Availible Functions:
	mergeBAM	Transfer the transcriptome BAM file to genome positions, and then merge it with the genome BAM file. This function is designed for RNA modification sequencing.
	avgmod	Calculate average modification level(AvgMod) of tested nucleotide(e.g. 5mC/6mA)
	fdr	Perform significance test between treatment and control/background, and report FDR for each sites
	regmod	Summarise the modification level of given regions
	shiftD	Shift the position of D in CIGAR in bam/sam. For deletion-induced techniques(e.g. BID-seq), if a deletion is detected in a polymer of convert-from bases, it is re-assigned to the rightmost base of the polymer.

The mergeBAM module, specialized for RNA modification data, merges two-step alignment results and converts transcriptome alignment coordinates to genomic coordinates using the transcriptome annotation file. Reads spanning introns have their CIGAR values in the BAM file adjusted to reflect RNA splicing. CIGAR, an acronym for Concise Idiosyncratic Gapped Alignment Report, documents alignment discrepancies. The converted transcriptome alignments are then merged with genomic alignments into a single BAM file.

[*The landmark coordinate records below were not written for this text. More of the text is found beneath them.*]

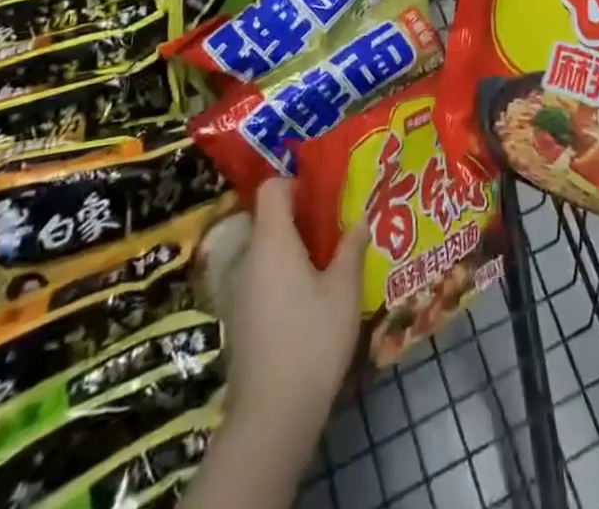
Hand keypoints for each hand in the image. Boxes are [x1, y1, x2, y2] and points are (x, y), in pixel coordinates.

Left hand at [221, 178, 365, 442]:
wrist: (272, 416)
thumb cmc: (312, 339)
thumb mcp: (344, 290)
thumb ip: (351, 248)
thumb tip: (360, 219)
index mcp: (272, 240)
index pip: (271, 189)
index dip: (295, 183)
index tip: (323, 195)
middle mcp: (248, 258)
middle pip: (269, 220)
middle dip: (301, 219)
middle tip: (335, 228)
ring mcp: (239, 291)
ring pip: (265, 252)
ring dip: (293, 250)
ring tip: (328, 263)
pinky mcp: (238, 320)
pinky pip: (260, 279)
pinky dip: (282, 277)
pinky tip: (309, 300)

This is the core module of BASALkit and calculates the conversion rate at potential modification sites, i.e., the frequency of the ‘convert-to’ base relative to sequencing depth. It's important to note that the conversion rate may not directly reflect the modification rate, depending on whether the converted base is modified or not (take note of the -D option): for methods like TAPS, the modification rate equals the conversion rate (use -D M); for BS-seq, it is 1 minus the conversion rate (use -D U).

Identifying credible modification sites often involves statistical comparisons between treatment and control groups, where the control could be untreated or unmodified samples. For RNA m6A detection, controls could be regular RNA-seq or FTO-treated samples. The fdr module, designed for this purpose, employs unilateral statistical tests (e.g., Fisher Test, Binomial Test) to assess modification significance, aiding in the selection of credible sites.

Beyond individual site analysis, DNA/RNA modification studies often assess the average modification level across genes or regions. The regmod module facilitates this, extracting convert-to base frequency and sequencing depth for all modification sites within a specified region, determining the region's average modification level as the ratio of their respective sums.